Developing Critical Thinking

Teach students the habit of writing reflectively about art. By regularly investigating the meaning of art and related issues they will develop writing skills, critical thinking skills and learn to use Art Vocabulary. This will help meet the assessed criteria in all 3 components that refers to articulate and appropriate use of art language. ( criteria E for CS and PP, CR for Exhibition)

Questions and prompts for first year students

The type of journal reflection depends largely on what you are doing in the class at that time. It might be you just a quote ( check out the daily quotes feature on the homepage) from an artist and a reflection on this, or raise the level of thinking with the challenging TOK questions below.
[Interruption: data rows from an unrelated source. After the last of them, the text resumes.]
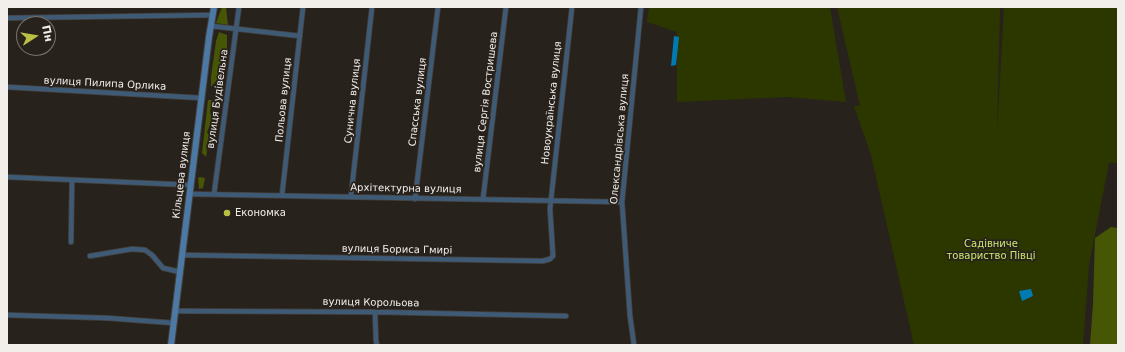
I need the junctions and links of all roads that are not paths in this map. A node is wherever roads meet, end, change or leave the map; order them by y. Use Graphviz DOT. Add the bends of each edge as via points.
graph roads {
  1 [pos="214,7"];
  2 [pos="239,7"];
  3 [pos="303,7"];
  4 [pos="372,7"];
  5 [pos="438,7"];
  6 [pos="506,7"];
  7 [pos="572,7"];
  8 [pos="641,7"];
  9 [pos="212,15"];
  10 [pos="7,18"];
  11 [pos="211,26"];
  12 [pos="236,29"];
  13 [pos="300,36"];
  14 [pos="7,87"];
  15 [pos="202,98"];
  16 [pos="7,177"];
  17 [pos="72,180"];
  18 [pos="191,185"];
  19 [pos="190,194"];
  20 [pos="214,194"];
  21 [pos="282,195"];
  22 [pos="351,196"];
  23 [pos="415,199"];
  24 [pos="484,199"];
  25 [pos="551,200"];
  26 [pos="622,202"];
  27 [pos="71,242"];
  28 [pos="183,255"];
  29 [pos="90,256"];
  30 [pos="180,272"];
  31 [pos="175,311"];
  32 [pos="376,312"];
  33 [pos="7,315"];
  34 [pos="566,316"];
  35 [pos="174,323"];
  36 [pos="171,345"];
  37 [pos="377,345"];
  38 [pos="634,345"];
  1 -- 9 [label="main road, Кільцева вулиця"];
  2 -- 12 [label="street, вулиця Будівельна"];
  3 -- 13 [label="street, Польова вулиця"];
  4 -- 22 [label="street, Сунична вулиця"];
  5 -- 23 [label="street, Спасська вулиця"];
  6 -- 24 [label="street, вулиця Сергія Востришева"];
  7 -- 25 [label="street, Новоукраїнська вулиця"];
  8 -- 26 [label="street, Олександрівська вулиця"];
  9 -- 10 [label="street"];
  9 -- 11 [label="main road, Кільцева вулиця"];
  11 -- 12 [label="street"];
  11 -- 15 [label="main road, Кільцева вулиця"];
  12 -- 13 [label="street"];
  12 -- 20 [label="street, вулиця Будівельна"];
  13 -- 21 [label="street, Польова вулиця"];
  14 -- 15 [label="street, вулиця Пилипа Орлика"];
  15 -- 18 [label="main road, Кільцева вулиця"];
  16 -- 17 [label="street"];
  17 -- 18 [label="street"];
  17 -- 27 [label="street"];
  18 -- 19 [label="main road, Кільцева вулиця"];
  19 -- 20 [label="street, Архітектурна вулиця"];
  19 -- 28 [label="main road, Кільцева вулиця"];
  20 -- 21 [label="street, Архітектурна вулиця"];
  21 -- 22 [label="street, Архітектурна вулиця"];
  22 -- 23 [label="street, Архітектурна вулиця"];
  23 -- 24 [label="street, Архітектурна вулиця"];
  24 -- 25 [label="street, Архітектурна вулиця"];
  25 -- 26 [label="street, Архітектурна вулиця"];
  25 -- 28 [label="street, вулиця Бориса Гмирі" via="553,256 544,261"];
  26 -- 38 [label="street, Олександрівська вулиця"];
  28 -- 30 [label="main road, Кільцева вулиця"];
  29 -- 30 [label="street" via="132,249 145,250 163,268"];
  30 -- 31 [label="main road, Кільцева вулиця"];
  31 -- 32 [label="street, вулиця Корольова"];
  31 -- 35 [label="main road, Кільцева вулиця"];
  32 -- 34 [label="street, вулиця Корольова"];
  32 -- 37 [label="street"];
  33 -- 35 [label="street"];
  35 -- 36 [label="main road, Кільцева вулиця"];
}
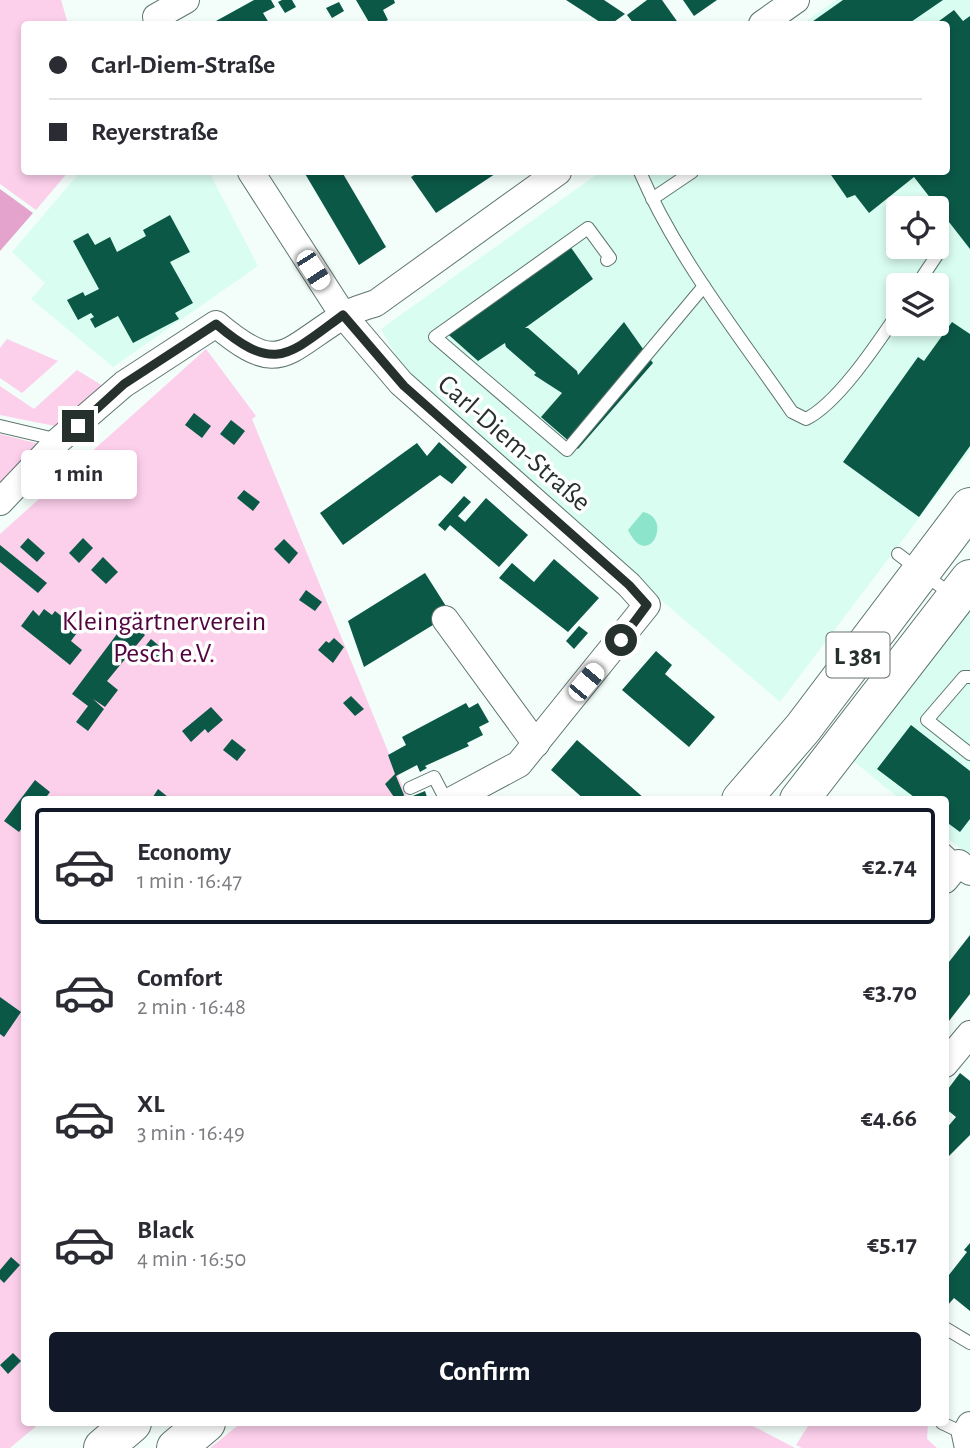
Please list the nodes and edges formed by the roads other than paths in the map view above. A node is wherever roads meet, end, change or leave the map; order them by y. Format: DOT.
graph roads {
  1 [pos="186,0"];
  2 [pos="796,0"];
  3 [pos="154,14"];
  4 [pos="766,21"];
  5 [pos="253,175"];
  6 [pos="554,175"];
  7 [pos="641,175"];
  8 [pos="688,175"];
  9 [pos="652,199"];
  10 [pos="607,260"];
  11 [pos="704,286"];
  12 [pos="343,315"];
  13 [pos="886,331"];
  14 [pos="0,426"];
  15 [pos="59,440"];
  16 [pos="0,502"];
  17 [pos="970,507"];
  18 [pos="909,563"];
  19 [pos="963,593"];
  20 [pos="445,619"];
  21 [pos="970,677"];
  22 [pos="536,744"];
  23 [pos="970,754"];
  24 [pos="410,788"];
  25 [pos="446,796"];
  26 [pos="457,796"];
  27 [pos="744,796"];
  28 [pos="802,796"];
  29 [pos="970,1034"];
  30 [pos="949,1059"];
  31 [pos="949,1330"];
  32 [pos="970,1343"];
  33 [pos="129,1426"];
  34 [pos="202,1426"];
  35 [pos="948,1426"];
  36 [pos="968,1436"];
  37 [pos="103,1448"];
  38 [pos="176,1448"];
  1 -- 3 [label="street"];
  2 -- 4 [label="street"];
  5 -- 12 [label="street, Carl-Diem-Straße"];
  6 -- 12 [label="street"];
  7 -- 9 [label="lane"];
  8 -- 9 [label="lane"];
  9 -- 11 [label="lane"];
  10 -- 11 [label="lane"];
  11 -- 13 [label="lane"];
  12 -- 15 [label="street"];
  12 -- 22 [label="street, Carl-Diem-Straße"];
  14 -- 15 [label="lane"];
  15 -- 16 [label="street"];
  17 -- 18 [label="main road, L 381"];
  18 -- 19 [label="lane"];
  18 -- 27 [label="main road, L 381"];
  19 -- 28 [label="main road, L 381"];
  20 -- 22 [label="street"];
  21 -- 23 [label="lane"];
  22 -- 26 [label="street, Carl-Diem-Straße"];
  24 -- 25 [label="lane"];
  29 -- 30 [label="street"];
  31 -- 32 [label="lane"];
  33 -- 37 [label="main road"];
  34 -- 38 [label="main road"];
  35 -- 36 [label="lane"];
}
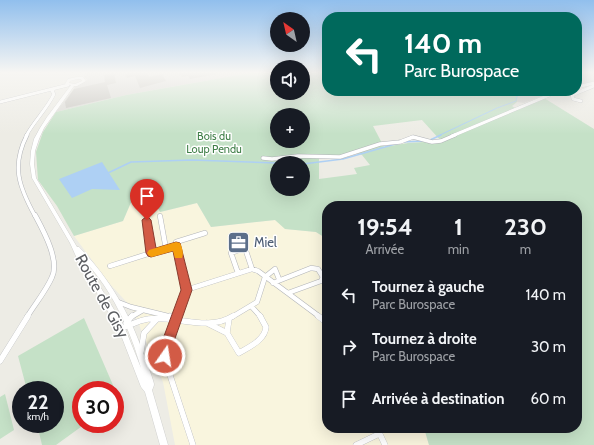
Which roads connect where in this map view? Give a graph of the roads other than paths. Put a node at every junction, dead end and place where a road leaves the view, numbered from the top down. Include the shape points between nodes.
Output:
1 (31, 93) edge
2 (35, 93) edge
3 (53, 93) edge
4 (67, 93) edge
5 (546, 96) edge
6 (572, 96) edge
7 (0, 101) edge
8 (581, 101) dead end
9 (263, 158) dead end
10 (160, 216) dead end
11 (147, 220) dead end
12 (205, 233) dead end
13 (75, 246) junction
14 (176, 246) junction
15 (166, 249) junction
16 (151, 253) junction
17 (110, 266) dead end
18 (252, 268) junction
19 (238, 273) junction
20 (322, 273) edge
21 (265, 277) junction
22 (280, 279) junction
23 (322, 280) edge
24 (273, 282) junction
25 (186, 290) junction
26 (288, 293) junction
27 (115, 300) junction
28 (252, 306) junction
29 (143, 310) junction
30 (158, 319) junction
31 (176, 319) junction
32 (230, 319) junction
33 (322, 319) edge
34 (207, 323) junction
35 (126, 325) junction
36 (227, 333) junction
37 (140, 352) junction
38 (0, 361) edge
39 (148, 390) junction
40 (375, 433) edge
41 (379, 433) edge
42 (164, 445) edge
43 (193, 445) edge
44 (356, 445) edge
45 (384, 445) edge

1 - 7 street
2 - 7 street
3 - 38 street via 52,99 36,119 22,144 17,165 22,189 50,244 53,276
4 - 13 street, Route de Gisy via 37,135 31,159 37,184
5 - 9 street via 441,141 413,137 340,157
6 - 8 street
10 - 15 street
11 - 16 street
12 - 14 street via 176,242
13 - 27 street, Route de Gisy via 94,267
13 - 35 street, Route de Gisy via 81,261
14 - 15 street
14 - 25 street
15 - 16 street
16 - 17 street
18 - 19 street
18 - 19 street via 245,248 231,253
18 - 21 street
19 - 25 street
20 - 22 street via 314,268
21 - 22 street via 275,269
21 - 24 street
21 - 28 street via 258,300
22 - 24 street
23 - 26 street
24 - 26 street
25 - 31 street
26 - 33 street
27 - 29 street
27 - 35 street, Route de Gisy
28 - 32 street
28 - 36 street via 266,326 263,336 239,353
29 - 31 street via 162,313
29 - 35 street
30 - 31 street
30 - 35 street via 144,319
30 - 37 street via 144,333
31 - 34 street
31 - 43 street via 165,356
32 - 34 street
32 - 36 street
34 - 36 street
35 - 37 street, Route de Gisy
35 - 39 street, Route de Gisy via 130,345
37 - 39 street, Route de Gisy via 150,385
39 - 42 street, Route de Gisy
40 - 44 street
41 - 45 street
Journal reflections become material for the Process Portfolio

Give year 1 students a list of prompts or thought provoking questions/topics as listed below. Each week choose one topic and write a response in the Visual Journal.  Lessen this to once a month as they learn how to articulate their thoughts. In the beginning teacher specifies the question, but as they become more independent let students choose their own topics.

Eventually students will be setting their own questions, reflecting on Ideas and Intentions, engaging in Reviewing, Reflecting, Refining and Critical Investigation of artists for the Process Portfolio 

Reflection in the PP- related pages

Reviewing, Reflecting, Refining

The Process Portfolio naturally supports and informs students developing studio work, through the exploration of skills, techniques and processes and critical investigations into artists, artworks, art...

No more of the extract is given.